Your instructions » Give a single number in reply. It is the count of lines below that contain the string "roads".

╭─ Supplied records

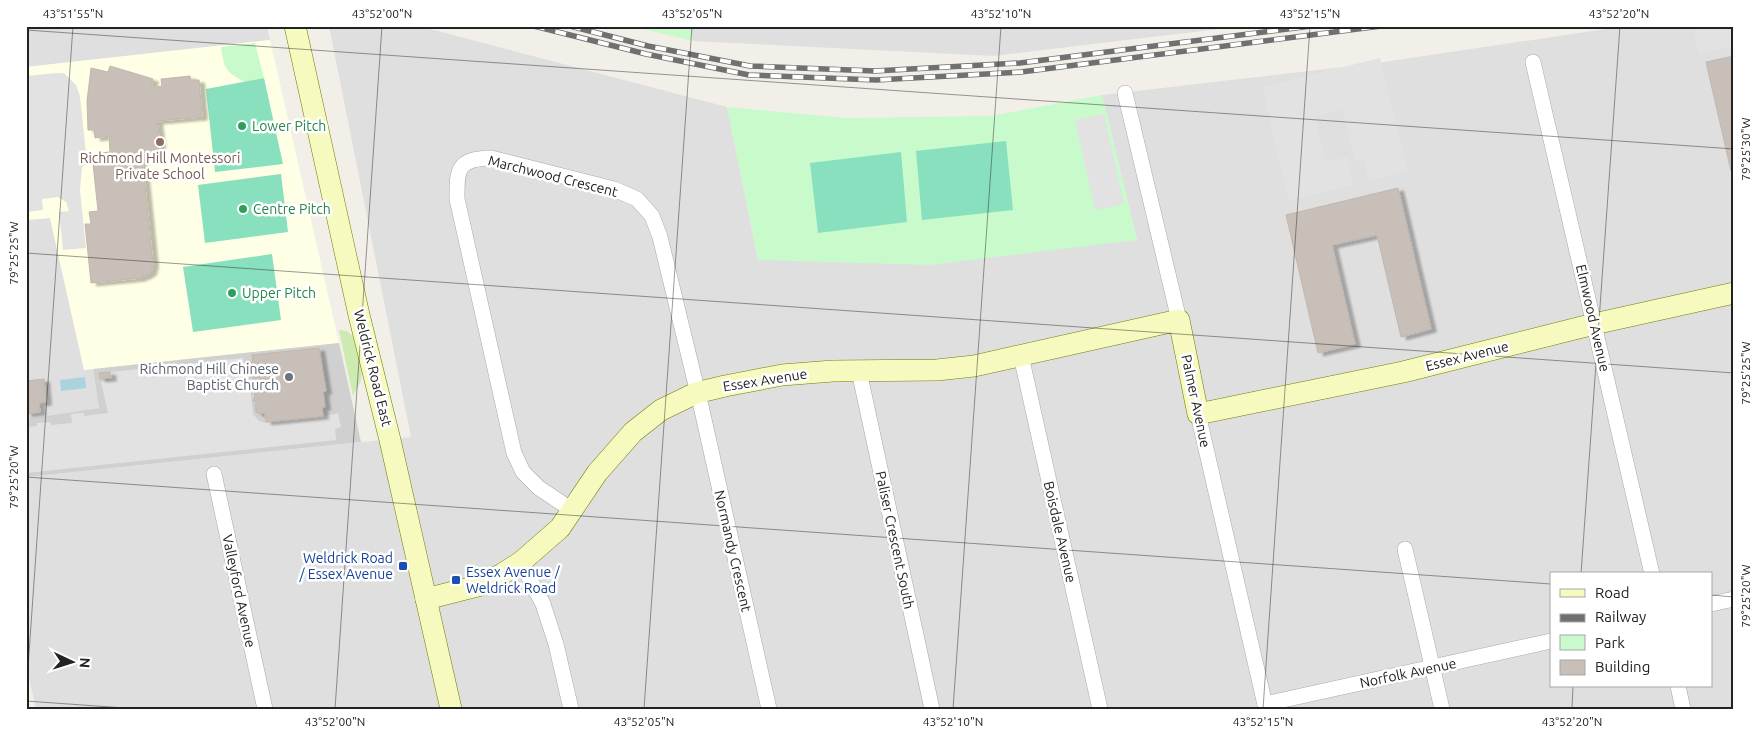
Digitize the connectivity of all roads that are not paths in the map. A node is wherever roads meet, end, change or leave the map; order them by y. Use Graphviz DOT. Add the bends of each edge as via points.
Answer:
graph roads {
  1 [pos="295,26"];
  2 [pos="1533,62"];
  3 [pos="1125,93"];
  4 [pos="1734,293"];
  5 [pos="1179,320"];
  6 [pos="1594,324"];
  7 [pos="1021,356"];
  8 [pos="859,371"];
  9 [pos="696,393"];
  10 [pos="1198,414"];
  11 [pos="214,474"];
  12 [pos="572,510"];
  13 [pos="1405,549"];
  14 [pos="521,562"];
  15 [pos="1652,572"];
  16 [pos="426,598"];
  17 [pos="1734,599"];
  18 [pos="1712,604"];
  19 [pos="1550,641"];
  20 [pos="1433,668"];
  21 [pos="1678,688"];
  22 [pos="1265,706"];
  23 [pos="265,709"];
  24 [pos="451,709"];
  25 [pos="570,709"];
  26 [pos="769,709"];
  27 [pos="932,709"];
  28 [pos="1100,709"];
  29 [pos="1442,709"];
  30 [pos="1683,709"];
  1 -- 16 [label="street, Weldrick Road East"];
  2 -- 6 [label="street, Elmwood Avenue"];
  3 -- 5 [label="street, Palmer Avenue"];
  4 -- 6 [label="street, Essex Avenue"];
  5 -- 7 [label="street, Essex Avenue"];
  5 -- 10 [label="street, Palmer Avenue"];
  6 -- 10 [label="street, Essex Avenue" via="1403,372"];
  6 -- 15 [label="street, Elmwood Avenue"];
  7 -- 8 [label="street, Essex Avenue" via="937,370"];
  7 -- 28 [label="street, Boisdale Avenue"];
  8 -- 9 [label="street, Essex Avenue" via="782,375"];
  8 -- 27 [label="street, Paliser Crescent South"];
  9 -- 12 [label="street, Essex Avenue" via="661,410 633,432 597,473"];
  9 -- 12 [label="street, Marchwood Crescent" via="660,237 652,216 637,199 614,189 491,158 474,159 464,164 457,175 457,199 514,453 523,472"];
  9 -- 26 [label="street, Normandy Crescent"];
  10 -- 22 [label="street, Palmer Avenue"];
  11 -- 23 [label="street, Valleyford Avenue"];
  12 -- 14 [label="street, Essex Avenue" via="560,528"];
  13 -- 20 [label="street"];
  14 -- 16 [label="street, Essex Avenue" via="481,585"];
  14 -- 25 [label="street" via="543,604 556,644"];
  16 -- 24 [label="street, Weldrick Road East"];
  17 -- 18 [label="street"];
  19 -- 20 [label="street, Norfolk Avenue"];
  20 -- 22 [label="street, Norfolk Avenue"];
  20 -- 29 [label="street"];
  21 -- 30 [label="street"];
}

╰─

Written answer » 2